© 2007 Heron Publishing—Victoria, Canada
Feedback loop dominance analysis of two tree mortality models: relationship between structure and behavior
Burak Güneralp (1, 2, 3) and George Gertner (1)
1. Department of Natural Resources and Environmental Sciences, University of Illinois at Urbana-Champaign, Urbana, IL 61801,
USA / 2. Corresponding author (guneralp.burak@gmail.com) / 3. Present address: Department of Geological and Environmental Sciences, Stanford University, Stanford, CA 94305, USA / Received December 23, 2005; accepted April 18, 2006; published online November 1, 2006
Summary
Tree mortality is the least understood process of a tree’s lifecycle. Two hypotheses on how mortality progresses in a tree
are proposed in the literature: Manion’s gradual decline hypothesis and Bossel’s sudden death hypothesis.
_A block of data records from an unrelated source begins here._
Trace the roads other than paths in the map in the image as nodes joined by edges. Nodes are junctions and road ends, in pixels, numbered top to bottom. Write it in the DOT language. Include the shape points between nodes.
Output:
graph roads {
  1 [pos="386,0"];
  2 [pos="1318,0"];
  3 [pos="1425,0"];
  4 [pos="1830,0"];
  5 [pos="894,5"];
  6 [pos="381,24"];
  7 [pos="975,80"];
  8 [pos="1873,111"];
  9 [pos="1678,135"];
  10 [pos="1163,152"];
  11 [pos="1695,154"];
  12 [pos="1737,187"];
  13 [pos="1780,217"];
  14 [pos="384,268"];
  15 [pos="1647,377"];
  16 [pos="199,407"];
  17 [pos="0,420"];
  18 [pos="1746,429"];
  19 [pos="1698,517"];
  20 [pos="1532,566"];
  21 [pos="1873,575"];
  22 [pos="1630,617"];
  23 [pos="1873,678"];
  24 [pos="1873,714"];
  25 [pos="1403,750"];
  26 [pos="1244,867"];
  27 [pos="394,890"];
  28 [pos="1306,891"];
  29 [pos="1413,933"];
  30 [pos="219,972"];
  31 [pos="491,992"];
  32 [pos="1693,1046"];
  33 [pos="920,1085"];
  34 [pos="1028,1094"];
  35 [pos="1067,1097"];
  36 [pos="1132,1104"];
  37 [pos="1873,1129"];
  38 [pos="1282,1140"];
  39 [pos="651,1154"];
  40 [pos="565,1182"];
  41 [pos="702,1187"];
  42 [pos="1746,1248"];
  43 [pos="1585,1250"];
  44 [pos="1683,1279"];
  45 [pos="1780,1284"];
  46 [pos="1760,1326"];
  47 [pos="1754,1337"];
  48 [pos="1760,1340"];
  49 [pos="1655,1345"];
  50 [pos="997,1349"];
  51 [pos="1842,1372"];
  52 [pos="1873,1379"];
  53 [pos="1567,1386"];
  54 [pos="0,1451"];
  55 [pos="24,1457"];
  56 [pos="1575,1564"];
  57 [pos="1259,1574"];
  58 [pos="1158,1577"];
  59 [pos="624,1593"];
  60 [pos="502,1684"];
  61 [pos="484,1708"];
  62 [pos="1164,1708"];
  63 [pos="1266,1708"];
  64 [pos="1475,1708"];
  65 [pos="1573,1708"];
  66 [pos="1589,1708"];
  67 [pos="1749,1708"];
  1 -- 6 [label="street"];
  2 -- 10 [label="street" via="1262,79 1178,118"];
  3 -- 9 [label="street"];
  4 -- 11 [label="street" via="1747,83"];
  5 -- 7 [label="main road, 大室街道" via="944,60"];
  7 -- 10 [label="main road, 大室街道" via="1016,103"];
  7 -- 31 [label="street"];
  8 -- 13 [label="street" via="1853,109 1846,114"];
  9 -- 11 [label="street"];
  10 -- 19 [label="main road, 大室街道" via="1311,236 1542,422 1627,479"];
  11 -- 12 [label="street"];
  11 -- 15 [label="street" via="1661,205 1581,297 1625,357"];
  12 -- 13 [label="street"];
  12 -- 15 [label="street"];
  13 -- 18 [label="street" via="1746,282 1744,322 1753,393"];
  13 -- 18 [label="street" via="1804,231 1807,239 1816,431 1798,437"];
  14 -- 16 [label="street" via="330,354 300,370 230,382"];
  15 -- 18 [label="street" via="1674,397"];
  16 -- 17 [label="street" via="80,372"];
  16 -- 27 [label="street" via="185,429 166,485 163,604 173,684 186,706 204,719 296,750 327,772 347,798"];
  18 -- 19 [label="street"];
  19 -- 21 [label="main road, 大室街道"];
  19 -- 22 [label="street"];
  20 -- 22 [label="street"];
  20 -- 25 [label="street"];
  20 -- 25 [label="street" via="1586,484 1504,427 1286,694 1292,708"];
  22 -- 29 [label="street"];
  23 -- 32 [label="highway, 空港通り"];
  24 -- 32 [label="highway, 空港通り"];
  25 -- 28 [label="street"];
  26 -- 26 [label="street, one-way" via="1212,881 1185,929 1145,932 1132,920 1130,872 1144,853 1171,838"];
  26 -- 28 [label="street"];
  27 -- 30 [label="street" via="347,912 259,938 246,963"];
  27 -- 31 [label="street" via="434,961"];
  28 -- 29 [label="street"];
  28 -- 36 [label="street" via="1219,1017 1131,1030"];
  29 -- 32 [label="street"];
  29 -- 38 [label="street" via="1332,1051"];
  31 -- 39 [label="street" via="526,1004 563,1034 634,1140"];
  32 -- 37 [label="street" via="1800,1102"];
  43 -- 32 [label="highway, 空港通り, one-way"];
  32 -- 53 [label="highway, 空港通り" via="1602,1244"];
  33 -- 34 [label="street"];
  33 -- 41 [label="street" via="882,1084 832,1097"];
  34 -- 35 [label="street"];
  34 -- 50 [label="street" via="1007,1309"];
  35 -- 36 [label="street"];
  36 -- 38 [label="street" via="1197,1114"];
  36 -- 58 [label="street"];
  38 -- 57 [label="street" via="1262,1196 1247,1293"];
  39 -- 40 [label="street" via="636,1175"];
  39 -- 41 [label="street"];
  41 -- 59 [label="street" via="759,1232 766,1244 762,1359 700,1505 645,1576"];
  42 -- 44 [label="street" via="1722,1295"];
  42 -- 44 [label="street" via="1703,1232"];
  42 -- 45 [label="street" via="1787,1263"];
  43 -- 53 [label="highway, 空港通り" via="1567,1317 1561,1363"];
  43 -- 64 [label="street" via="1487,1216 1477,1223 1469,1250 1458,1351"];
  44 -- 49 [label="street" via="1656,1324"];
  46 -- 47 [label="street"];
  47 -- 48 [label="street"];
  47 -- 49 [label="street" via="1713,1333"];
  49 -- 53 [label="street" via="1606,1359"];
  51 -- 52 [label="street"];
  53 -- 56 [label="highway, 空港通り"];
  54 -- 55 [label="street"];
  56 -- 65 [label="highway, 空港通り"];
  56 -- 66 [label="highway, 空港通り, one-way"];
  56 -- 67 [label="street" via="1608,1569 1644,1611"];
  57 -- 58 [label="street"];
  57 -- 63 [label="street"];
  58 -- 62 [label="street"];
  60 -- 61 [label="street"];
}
Bossel formulated
a mechanism in his model, BAUMTOD, as the cause of sudden death phenomena. BAUMTOD, however, cannot be used to generate a
causal understanding of Manion’s hypothesis. Therefore, we postulated a causal mechanism for the gradual decline pattern advocated
by Manion and modified the BAUMTOD accordingly. The modified model is called BAUMTOD-M. The suggested mechanism concerns the
internal imbalance of respiration demand and available photosynthate supply. We then employed a novel approach to analysis
of structure–behavior relationships in mechanistic models, called eigenvalue elasticity analysis (EEA), to pinpoint how the
simulated tree responds to various stresses. Specifically, we applied EEA to BAUMTOD and BAUMTOD-M to study the likely structural
causes behind tree mortality according to Bossel’s and Manion’s hypotheses, respectively. The analyses of both models suggest
that, in the absence of a significant amount of stress, a tree functions as an integrated organism. Growth rates in foliage,
feeder roots and respiring permanent biomass are synchronized; however, this coordinated structure is lost if a tree is seriously
affected by stress factors. The analyses further suggest that the inability to supply respiration demand plays a crucial role
at the onset of mortality in both models. Differences in assumed mechanisms regarding the impact of this inability result
in different paths to mortality in each model. This may mean either (1) Bossel’s hypothesis is a special case of Manion’s
hypothesis, or (2) there are truly different mechanisms at work in various observed mortality cases. More data and research
are needed to clarify these points.
Keywords:
dynamic modeling, eigenvalue elasticity analysis, environmental stress, mechanistic models, tree physiology.